Wulf agreed that the usual narrative of the Revolutionary War is “very Boston-centric,” where staunch patriots emerged before the war and remained so throughout. “But in New York, especially on Long Island, you get a more complex picture … All over the colonies, people’s loyalties are shifting and not necessarily because they are in opposition to the occupiers, but because they have a political allegiance to a landowner or somebody they owe money to. For all kinds of reasons people are choosing one side or another that have nothing to do with ideology or any understanding of a political position.”

“It was a way to shake up a very preserved-in-amber tale,” Silverstein explained. “I didn’t learn much about [the Revolutionary War] past middle school … It was almost presented as a rite of citizenship: They came, they were oppressive, we fought back and we won. And it’s so much more complicated than that, and spies were much more complicated people, people in a shadowy world which you don’t think about.”

Knight said the show partially conveys that world through camera work that gives viewers a 360-degree view of the characters and town. “One of the things that’s saying is, ‘Look, they exist in a world.
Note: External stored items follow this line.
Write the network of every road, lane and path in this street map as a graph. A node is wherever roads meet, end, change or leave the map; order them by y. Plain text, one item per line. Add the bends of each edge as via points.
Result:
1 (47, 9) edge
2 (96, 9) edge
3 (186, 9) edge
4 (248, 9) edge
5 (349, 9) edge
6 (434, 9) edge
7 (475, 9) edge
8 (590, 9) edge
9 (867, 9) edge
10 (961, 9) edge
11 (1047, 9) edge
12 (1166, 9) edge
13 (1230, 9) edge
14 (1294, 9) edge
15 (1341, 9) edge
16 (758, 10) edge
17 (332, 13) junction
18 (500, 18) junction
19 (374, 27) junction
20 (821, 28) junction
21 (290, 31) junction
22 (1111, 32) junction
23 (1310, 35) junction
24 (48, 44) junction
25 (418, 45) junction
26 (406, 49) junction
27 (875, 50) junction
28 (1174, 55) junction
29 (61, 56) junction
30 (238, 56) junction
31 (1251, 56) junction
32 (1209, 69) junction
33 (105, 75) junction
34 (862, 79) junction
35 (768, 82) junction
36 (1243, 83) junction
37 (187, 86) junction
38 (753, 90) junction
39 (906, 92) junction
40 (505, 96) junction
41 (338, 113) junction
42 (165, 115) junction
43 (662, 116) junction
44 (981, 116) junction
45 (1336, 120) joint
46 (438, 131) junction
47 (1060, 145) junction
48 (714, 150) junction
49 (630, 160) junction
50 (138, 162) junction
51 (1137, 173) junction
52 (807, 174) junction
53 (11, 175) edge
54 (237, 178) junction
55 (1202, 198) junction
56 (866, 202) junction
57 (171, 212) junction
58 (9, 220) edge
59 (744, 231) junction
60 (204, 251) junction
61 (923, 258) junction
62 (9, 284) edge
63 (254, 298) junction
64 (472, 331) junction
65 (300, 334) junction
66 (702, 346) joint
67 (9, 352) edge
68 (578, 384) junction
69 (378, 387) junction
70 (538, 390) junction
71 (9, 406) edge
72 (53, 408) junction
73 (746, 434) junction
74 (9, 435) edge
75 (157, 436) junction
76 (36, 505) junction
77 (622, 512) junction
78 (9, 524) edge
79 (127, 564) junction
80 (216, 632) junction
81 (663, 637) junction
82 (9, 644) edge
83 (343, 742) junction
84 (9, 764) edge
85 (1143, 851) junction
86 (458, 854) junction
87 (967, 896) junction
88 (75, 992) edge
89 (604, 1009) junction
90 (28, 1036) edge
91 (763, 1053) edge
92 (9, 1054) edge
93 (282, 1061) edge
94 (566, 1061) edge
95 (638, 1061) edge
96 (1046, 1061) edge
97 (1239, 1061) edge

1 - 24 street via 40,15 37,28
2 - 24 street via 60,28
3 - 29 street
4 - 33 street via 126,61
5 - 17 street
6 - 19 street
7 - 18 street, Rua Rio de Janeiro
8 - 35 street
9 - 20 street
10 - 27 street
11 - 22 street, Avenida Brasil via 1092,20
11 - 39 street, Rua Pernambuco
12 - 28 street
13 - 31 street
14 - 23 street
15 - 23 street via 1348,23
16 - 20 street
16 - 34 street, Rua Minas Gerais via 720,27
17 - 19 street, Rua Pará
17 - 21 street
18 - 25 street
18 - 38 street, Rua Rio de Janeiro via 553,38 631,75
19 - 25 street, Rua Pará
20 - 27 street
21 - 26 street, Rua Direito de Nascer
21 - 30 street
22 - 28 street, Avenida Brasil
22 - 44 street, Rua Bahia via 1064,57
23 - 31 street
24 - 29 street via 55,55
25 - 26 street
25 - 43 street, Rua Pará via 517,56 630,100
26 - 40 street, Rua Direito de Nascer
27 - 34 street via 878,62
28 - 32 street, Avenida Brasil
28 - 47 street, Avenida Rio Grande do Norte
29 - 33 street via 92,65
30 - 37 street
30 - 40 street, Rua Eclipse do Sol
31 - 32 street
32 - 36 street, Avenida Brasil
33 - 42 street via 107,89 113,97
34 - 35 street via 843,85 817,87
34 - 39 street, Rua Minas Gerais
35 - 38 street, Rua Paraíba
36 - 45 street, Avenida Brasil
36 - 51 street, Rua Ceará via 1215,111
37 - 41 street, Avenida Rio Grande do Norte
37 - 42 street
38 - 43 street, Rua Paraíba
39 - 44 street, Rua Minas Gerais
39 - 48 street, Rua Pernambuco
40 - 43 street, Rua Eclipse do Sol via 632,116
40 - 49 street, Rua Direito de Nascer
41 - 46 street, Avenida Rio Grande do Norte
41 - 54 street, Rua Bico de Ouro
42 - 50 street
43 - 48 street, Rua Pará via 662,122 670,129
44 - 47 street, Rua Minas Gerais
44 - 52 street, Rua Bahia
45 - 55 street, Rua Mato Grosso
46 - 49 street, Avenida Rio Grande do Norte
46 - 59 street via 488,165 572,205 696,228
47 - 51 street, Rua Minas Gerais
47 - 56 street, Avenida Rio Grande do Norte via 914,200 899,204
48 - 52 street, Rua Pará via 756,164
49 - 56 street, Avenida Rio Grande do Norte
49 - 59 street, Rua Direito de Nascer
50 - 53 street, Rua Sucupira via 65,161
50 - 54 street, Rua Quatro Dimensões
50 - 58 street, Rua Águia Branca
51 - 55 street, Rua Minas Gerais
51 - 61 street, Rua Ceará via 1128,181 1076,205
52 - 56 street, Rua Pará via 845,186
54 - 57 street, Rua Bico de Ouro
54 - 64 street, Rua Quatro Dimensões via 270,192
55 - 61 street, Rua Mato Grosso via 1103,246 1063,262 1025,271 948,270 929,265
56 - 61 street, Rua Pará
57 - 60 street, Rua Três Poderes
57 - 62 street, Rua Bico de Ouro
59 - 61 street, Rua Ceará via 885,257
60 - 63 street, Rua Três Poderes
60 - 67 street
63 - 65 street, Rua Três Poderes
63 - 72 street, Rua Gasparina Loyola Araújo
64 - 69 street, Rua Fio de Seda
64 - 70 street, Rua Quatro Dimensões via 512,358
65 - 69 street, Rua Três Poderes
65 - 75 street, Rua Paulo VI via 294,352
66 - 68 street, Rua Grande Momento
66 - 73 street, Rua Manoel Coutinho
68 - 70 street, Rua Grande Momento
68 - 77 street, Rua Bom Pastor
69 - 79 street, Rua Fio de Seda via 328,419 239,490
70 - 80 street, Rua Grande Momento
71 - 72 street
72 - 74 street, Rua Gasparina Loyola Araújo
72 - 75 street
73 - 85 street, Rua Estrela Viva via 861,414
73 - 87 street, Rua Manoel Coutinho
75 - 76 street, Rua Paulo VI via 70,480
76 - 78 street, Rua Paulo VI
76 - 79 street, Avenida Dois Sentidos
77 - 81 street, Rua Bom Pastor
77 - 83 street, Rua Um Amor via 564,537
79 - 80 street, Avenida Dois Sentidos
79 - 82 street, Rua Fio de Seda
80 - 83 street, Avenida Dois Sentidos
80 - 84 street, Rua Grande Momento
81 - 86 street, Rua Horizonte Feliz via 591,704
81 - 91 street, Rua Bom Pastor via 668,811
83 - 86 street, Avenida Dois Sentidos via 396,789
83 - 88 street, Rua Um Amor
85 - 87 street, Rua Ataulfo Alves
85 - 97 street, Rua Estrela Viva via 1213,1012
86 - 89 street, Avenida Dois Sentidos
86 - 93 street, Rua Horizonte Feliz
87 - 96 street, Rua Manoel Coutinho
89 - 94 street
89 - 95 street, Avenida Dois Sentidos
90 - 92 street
This isn't a set.’ If we move the camera around this way where you expect somebody to be holding a microphone, nobody's there. There's other stuff; there's a material world.”

Kern said that’s another difference from how academic historians tell stories. Recounting a historical scene, an academic historian might only describe the clothing of the major players. “We wouldn’t have to dress everyone else. You had to make a lot more decisions about things in that scene than anyone writing a history book would have to do.”

Also, by setting much of TURN in small-town Setauket, the show’s producers were able to intimately explore manifold aspects of everyday life during the late 1700s, including issues of gender and race.

“Many of the dates are accurate. Many of the people did really exist in that form, but the storytelling is different because we have to entertain on an episode-to-episode basis, to keep people involved, to keep them intrigued,” Josephson said.

“It’s entertainment at the end of the day, but I think we’re trying very much to be true and accurate to the period and to the stories of the people.”